There was an obvious invisible elephant in the virtual Cloud Field Day 7 (CFD7v) event I attended in late April 2020. Most everyone was talking about AWS, how their stuff runs on AWS, how it integrates with AWS, or how it will help others leapfrog AWS (yeah, sure…).
Although you REALLY SHOULD watch my AWS Networking webinar (or something equivalent) to understand what problems vendors like VMWare or Pensando are facing or solving, I’m pretty sure a lot of people think they can get away with CliffsNotes version of it, so here they are ;)
- AWS virtual networking is implemented with isolated Virtual Private Clouds (VPC) that can be connected to outside world through Internet gateway, VPC-to-VPC peering, VPN gateways, Transit Gateways, or Direct Connect (leased lines) gateways.
- VPC is limited to an AWS region.
- Every VPC has one or more subnets. Each subnet is limited to an AWS Availability zone
VPC Packet Forwarding Overview
A few speculations first:
- AWS is using an overlay virtual networking. We don’t know what encapsulation protocol (GRE, VXLAN, …) or what control plane they use… but we can be pretty sure it’s not a centralized control plane or EVPN because those wouldn’t scale to AWS size.
- We know they do VPC packet processing (checking, forwarding…) in ingress and egress hypervisors (source: AWS re:Invent video).
Now for a few hard facts (if you don’t trust me go and test them yourself):
- AWS VPC supports unicast IPv4 and IPv6 packet forwarding.
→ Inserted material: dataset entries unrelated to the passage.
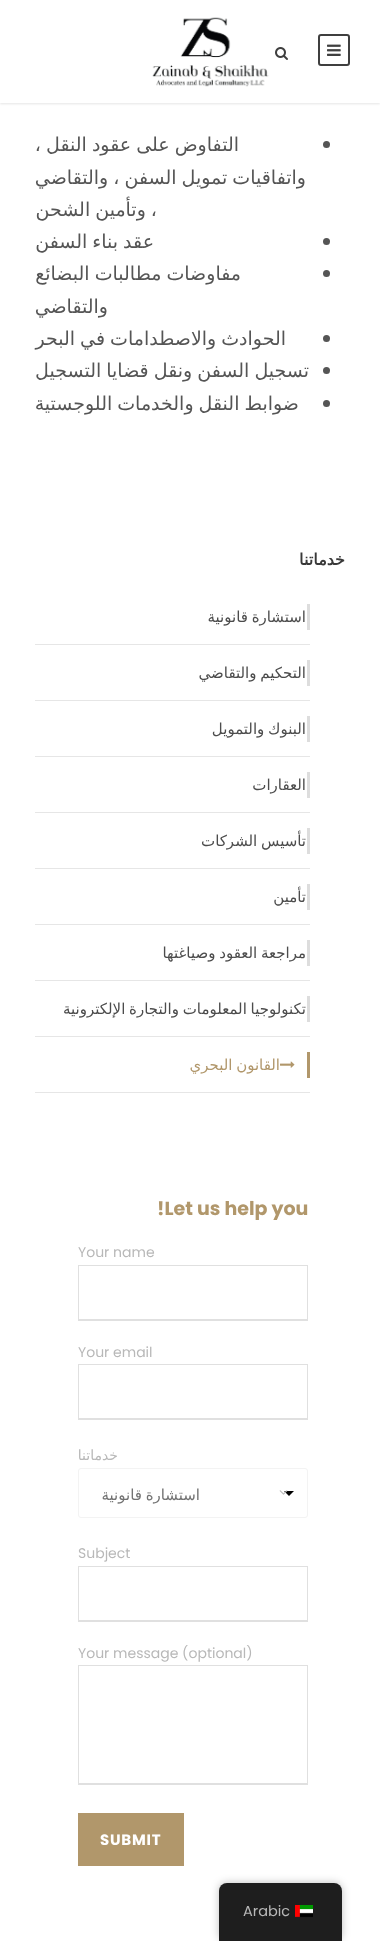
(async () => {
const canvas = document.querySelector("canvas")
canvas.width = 380
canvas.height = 1941
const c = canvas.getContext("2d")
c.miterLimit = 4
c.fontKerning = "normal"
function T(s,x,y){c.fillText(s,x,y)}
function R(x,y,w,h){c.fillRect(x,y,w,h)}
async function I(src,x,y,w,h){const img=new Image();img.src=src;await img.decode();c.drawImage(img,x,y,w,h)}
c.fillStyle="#fff"
R(0,0,380,1941)
c.fillStyle="#0000001a"
c.filter="blur(1px)"
c.beginPath()
c.rect(0,1,380,103)
c.fill()
c.filter="none"
c.fillStyle="#fff"
R(0,0,380,103)
c.beginPath()
c.roundRect(319,35,30,30,2)
c.strokeStyle="#3f3f3f"
c.lineWidth=2
c.stroke()
await I("1.png",327,44,14,12)
await I("2.png",275,47,13,13)
await I("3.png",152,17,117,70)
c.fillStyle="#555"
c.beginPath()
c.arc(326.5,144.5,3.5,0,7)
c.fill()
c.wordSpacing="-1px"
c.direction="rtl"
c.font="19px DejaVu Sans"
T("التفاوض على عقود النقل ،",239,151)
T("واتفاقيات تمويل السفن ، والتقاضي",306,184)
T("، وتأمين الشحن",157,216)
c.beginPath()
c.arc(326.5,241.5,3.5,0,7)
c.fill()
T("عقد بناء السفن",154,248)
c.beginPath()
c.arc(326.5,273.5,3.5,0,7)
c.fill()
T("مفاوضات مطالبات البضائع",241,280)
c.wordSpacing="0px"
T("والتقاضي",108,313)
c.beginPath()
c.arc(326.5,338.5,3.5,0,7)
c.fill()
c.wordSpacing="-1px"
T("الحوادث والاصطدامات في البحر",286,345)
c.beginPath()
c.arc(326.5,370.5,3.5,0,7)
c.fill()
T("تسجيل السفن ونقل قضايا التسجيل",309,377)
c.beginPath()
c.arc(326.5,403.5,3.5,0,7)
c.fill()
T("ضوابط النقل والخدمات اللوجستية",299,410)
c.wordSpacing="0px"
c.font="bold 16px DejaVu Sans"
c.fillStyle="#383838"
T("خدماتنا",345,565)
c.fillStyle="#e6e6e6"
R(35,644,275,1)
c.fillStyle="#ddd"
R(307,604,3,26)
c.wordSpacing="-1px"
c.font="15px DejaVu Sans"
c.fillStyle="#4c4c4c"
T("استشارة قانونية",306,622)
c.fillStyle="#e6e6e6"
R(35,700,275,1)
c.fillStyle="#ddd"
R(307,660,3,26)
c.fillStyle="#4c4c4c"
T("التحكيم والتقاضي",306,678)
c.fillStyle="#e6e6e6"
R(35,756,275,1)
c.fillStyle="#ddd"
R(307,716,3,26)
c.fillStyle="#4c4c4c"
T("البنوك والتمويل",306,734)
c.fillStyle="#e6e6e6"
R(35,812,275,1)
c.fillStyle="#ddd"
R(307,772,3,26)
c.wordSpacing="0px"
c.fillStyle="#4c4c4c"
T("العقارات",306,790)
c.fillStyle="#e6e6e6"
R(35,868,275,1)
c.fillStyle="#ddd"
R(307,828,3,26)
c.wordSpacing="-1px"
c.fillStyle="#4c4c4c"
T("تأسيس الشركات",306,846)
c.fillStyle="#e6e6e6"
R(35,924,275,1)
c.fillStyle="#ddd"
R(307,884,3,26)
c.wordSpacing="0px"
c.fillStyle="#4c4c4c"
T("تأمين",306,902)
c.fillStyle="#e6e6e6"
R(35,980,275,1)
c.fillStyle="#ddd"
R(307,940,3,26)
c.wordSpacing="-1px"
c.fillStyle="#4c4c4c"
T("مراجعة العقود وصياغتها",306,958)
c.fillStyle="#e6e6e6"
R(35,1036,275,1)
c.fillStyle="#ddd"
R(307,996,3,26)
c.fillStyle="#4c4c4c"
T("تكنولوجيا المعلومات والتجارة الإلكترونية",306,1014)
c.fillStyle="#e6e6e6"
R(35,1092,275,1)
c.fillStyle="#b1976b"
R(307,1052,3,26)
await I("4.png",280,1061,15,7)
T("القانون البحري",280,1070)
c.wordSpacing="0px"
c.direction="ltr"
c.font="bold 19px Poppins"
T("!Let us help you",157,1215)
c.font="14px Poppins"
c.fillStyle="#b8b8b8"
T("Your name",78,1257)
c.fillStyle="#e0e0e0"
R(78,1265,230,1)
R(307,1265,1,56)
R(78,1319,230,2)
R(78,1265,1,56)
c.fillStyle="#b8b8b8"
T("Your email",78,1357)
c.fillStyle="#e0e0e0"
R(78,1364,230,1)
R(307,1364,1,56)
R(78,1418,230,2)
R(78,1364,1,56)
c.direction="rtl"
c.font="14px DejaVu Sans"
c.fillStyle="#b8b8b8"
T("خدماتنا",118,1460)
await I("6.png",284,1491,10,5)
c.beginPath()
c.roundRect(78.5,1468.5,229,49,2.5)
c.strokeStyle="#f3f3f3"
c.lineWidth=1
c.stroke()
await I("5.png",279,1490,9,5)
c.wordSpacing="-1px"
c.font="15px DejaVu Sans"
c.fillStyle="#727272"
T("استشارة قانونية",200,1500)
c.wordSpacing="0px"
c.direction="ltr"
c.font="14px Poppins"
c.fillStyle="#b8b8b8"
T("Subject",78,1558)
c.fillStyle="#e0e0e0"
R(78,1566,230,1)
R(307,1566,1,56)
R(78,1620,230,2)
R(78,1566,1,56)
c.fillStyle="#b8b8b8"
T("Your message (optional)",78,1658)
c.fillStyle="#e0e0e0"
R(78,1665,230,1)
R(307,1665,1,120)
R(78,1783,230,2)
R(78,1665,1,120)
c.fillStyle="#b1976b"
R(78,1813,106,53)
c.letterSpacing="0.75px"
c.font="bold 15px Poppins"
c.fillStyle="#fff"
T("SUBMIT",100,1845)
c.fillStyle="#00000040"
c.filter="blur(4px)"
c.beginPath()
c.roundRect(219,1883,123,58,8)
c.fill()
c.filter="none"
c.fillStyle="#1e1e1e"
c.beginPath()
c.roundRect(219,1883,123,58,[8,8,0,0])
c.fill()
await I("7.png",295,1905,18,13)
c.letterSpacing="0px"
c.font="14.5px Poppins"
c.fillStyle="#b8b8b8"
T("Arabic",243,1916)
})()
- IPv4 multicast is supported on Transit Gateway (I’m guessing they’re using transit gateway as a head-end replicator).
- VM IP and MAC addresses are controlled by the orchestration system.
- MAC address is passed to a VM as a (virtual) hardware parameter,
- DHCP is used to pass IPv4 and IPv6 addresses configured in the orchestration system to the VMs.
- Packets with destinations within the VPC address range are delivered directly from ingress vNIC (virtual Network Interface Card) to egress vNIC based on the IP addresses configured in the orchestration system
- Route tables are used to influence traffic forwarding toward external destinations. Next hops in route tables are AWS instances (VM, NIC, Internet gateway, VPN gateway, VPC peering…) not IP addresses.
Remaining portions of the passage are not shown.